■ Exercise details:
Your task is to restate the data word for word.

Material provided Start Marker

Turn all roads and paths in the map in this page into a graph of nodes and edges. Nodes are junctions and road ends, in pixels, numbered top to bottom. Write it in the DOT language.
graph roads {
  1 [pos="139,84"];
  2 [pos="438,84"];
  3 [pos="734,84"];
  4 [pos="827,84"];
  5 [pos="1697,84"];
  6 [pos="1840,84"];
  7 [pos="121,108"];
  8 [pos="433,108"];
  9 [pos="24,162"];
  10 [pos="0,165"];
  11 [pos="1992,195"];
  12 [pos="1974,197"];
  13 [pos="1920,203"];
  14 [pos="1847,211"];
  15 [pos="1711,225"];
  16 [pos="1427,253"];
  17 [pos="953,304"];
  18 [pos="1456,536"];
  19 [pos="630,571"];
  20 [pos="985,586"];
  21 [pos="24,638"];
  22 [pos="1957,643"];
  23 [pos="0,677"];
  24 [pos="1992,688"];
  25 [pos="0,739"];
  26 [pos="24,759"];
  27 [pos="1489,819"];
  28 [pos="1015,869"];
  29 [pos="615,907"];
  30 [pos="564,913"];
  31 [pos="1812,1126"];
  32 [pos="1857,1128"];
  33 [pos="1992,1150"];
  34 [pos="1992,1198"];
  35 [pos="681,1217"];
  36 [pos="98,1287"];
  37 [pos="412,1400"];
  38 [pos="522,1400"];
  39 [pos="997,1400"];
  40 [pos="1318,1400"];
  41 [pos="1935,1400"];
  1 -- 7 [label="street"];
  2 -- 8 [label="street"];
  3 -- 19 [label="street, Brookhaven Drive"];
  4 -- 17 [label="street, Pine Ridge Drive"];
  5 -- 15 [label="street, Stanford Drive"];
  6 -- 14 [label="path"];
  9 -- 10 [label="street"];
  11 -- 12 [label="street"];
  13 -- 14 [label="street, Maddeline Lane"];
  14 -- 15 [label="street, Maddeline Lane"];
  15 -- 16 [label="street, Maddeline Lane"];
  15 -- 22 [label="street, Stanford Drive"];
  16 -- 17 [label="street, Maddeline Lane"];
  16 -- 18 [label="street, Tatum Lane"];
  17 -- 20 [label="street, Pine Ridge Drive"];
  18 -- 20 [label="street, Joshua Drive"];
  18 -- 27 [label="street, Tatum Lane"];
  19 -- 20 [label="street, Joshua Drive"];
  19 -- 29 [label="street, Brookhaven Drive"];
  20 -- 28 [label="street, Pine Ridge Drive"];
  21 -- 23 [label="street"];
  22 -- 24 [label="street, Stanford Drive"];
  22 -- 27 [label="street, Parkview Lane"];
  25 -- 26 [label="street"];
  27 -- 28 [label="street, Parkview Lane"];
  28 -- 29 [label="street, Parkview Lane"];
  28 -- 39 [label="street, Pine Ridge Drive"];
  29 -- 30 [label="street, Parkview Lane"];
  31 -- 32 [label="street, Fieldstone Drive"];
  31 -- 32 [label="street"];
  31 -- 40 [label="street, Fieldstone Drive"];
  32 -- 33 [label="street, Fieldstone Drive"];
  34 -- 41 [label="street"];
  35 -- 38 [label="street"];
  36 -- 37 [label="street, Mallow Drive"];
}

Material provided End Marker

■ Answer space:
Turn all roads and paths in the map in this page into a graph of nodes and edges. Nodes are junctions and road ends, in pixels, numbered top to bottom. Write it in the DOT language.
graph roads {
  1 [pos="139,84"];
  2 [pos="438,84"];
  3 [pos="734,84"];
  4 [pos="827,84"];
  5 [pos="1697,84"];
  6 [pos="1840,84"];
  7 [pos="121,108"];
  8 [pos="433,108"];
  9 [pos="24,162"];
  10 [pos="0,165"];
  11 [pos="1992,195"];
  12 [pos="1974,197"];
  13 [pos="1920,203"];
  14 [pos="1847,211"];
  15 [pos="1711,225"];
  16 [pos="1427,253"];
  17 [pos="953,304"];
  18 [pos="1456,536"];
  19 [pos="630,571"];
  20 [pos="985,586"];
  21 [pos="24,638"];
  22 [pos="1957,643"];
  23 [pos="0,677"];
  24 [pos="1992,688"];
  25 [pos="0,739"];
  26 [pos="24,759"];
  27 [pos="1489,819"];
  28 [pos="1015,869"];
  29 [pos="615,907"];
  30 [pos="564,913"];
  31 [pos="1812,1126"];
  32 [pos="1857,1128"];
  33 [pos="1992,1150"];
  34 [pos="1992,1198"];
  35 [pos="681,1217"];
  36 [pos="98,1287"];
  37 [pos="412,1400"];
  38 [pos="522,1400"];
  39 [pos="997,1400"];
  40 [pos="1318,1400"];
  41 [pos="1935,1400"];
  1 -- 7 [label="street"];
  2 -- 8 [label="street"];
  3 -- 19 [label="street, Brookhaven Drive"];
  4 -- 17 [label="street, Pine Ridge Drive"];
  5 -- 15 [label="street, Stanford Drive"];
  6 -- 14 [label="path"];
  9 -- 10 [label="street"];
  11 -- 12 [label="street"];
  13 -- 14 [label="street, Maddeline Lane"];
  14 -- 15 [label="street, Maddeline Lane"];
  15 -- 16 [label="street, Maddeline Lane"];
  15 -- 22 [label="street, Stanford Drive"];
  16 -- 17 [label="street, Maddeline Lane"];
  16 -- 18 [label="street, Tatum Lane"];
  17 -- 20 [label="street, Pine Ridge Drive"];
  18 -- 20 [label="street, Joshua Drive"];
  18 -- 27 [label="street, Tatum Lane"];
  19 -- 20 [label="street, Joshua Drive"];
  19 -- 29 [label="street, Brookhaven Drive"];
  20 -- 28 [label="street, Pine Ridge Drive"];
  21 -- 23 [label="street"];
  22 -- 24 [label="street, Stanford Drive"];
  22 -- 27 [label="street, Parkview Lane"];
  25 -- 26 [label="street"];
  27 -- 28 [label="street, Parkview Lane"];
  28 -- 29 [label="street, Parkview Lane"];
  28 -- 39 [label="street, Pine Ridge Drive"];
  29 -- 30 [label="street, Parkview Lane"];
  31 -- 32 [label="street, Fieldstone Drive"];
  31 -- 32 [label="street"];
  31 -- 40 [label="street, Fieldstone Drive"];
  32 -- 33 [label="street, Fieldstone Drive"];
  34 -- 41 [label="street"];
  35 -- 38 [label="street"];
  36 -- 37 [label="street, Mallow Drive"];
}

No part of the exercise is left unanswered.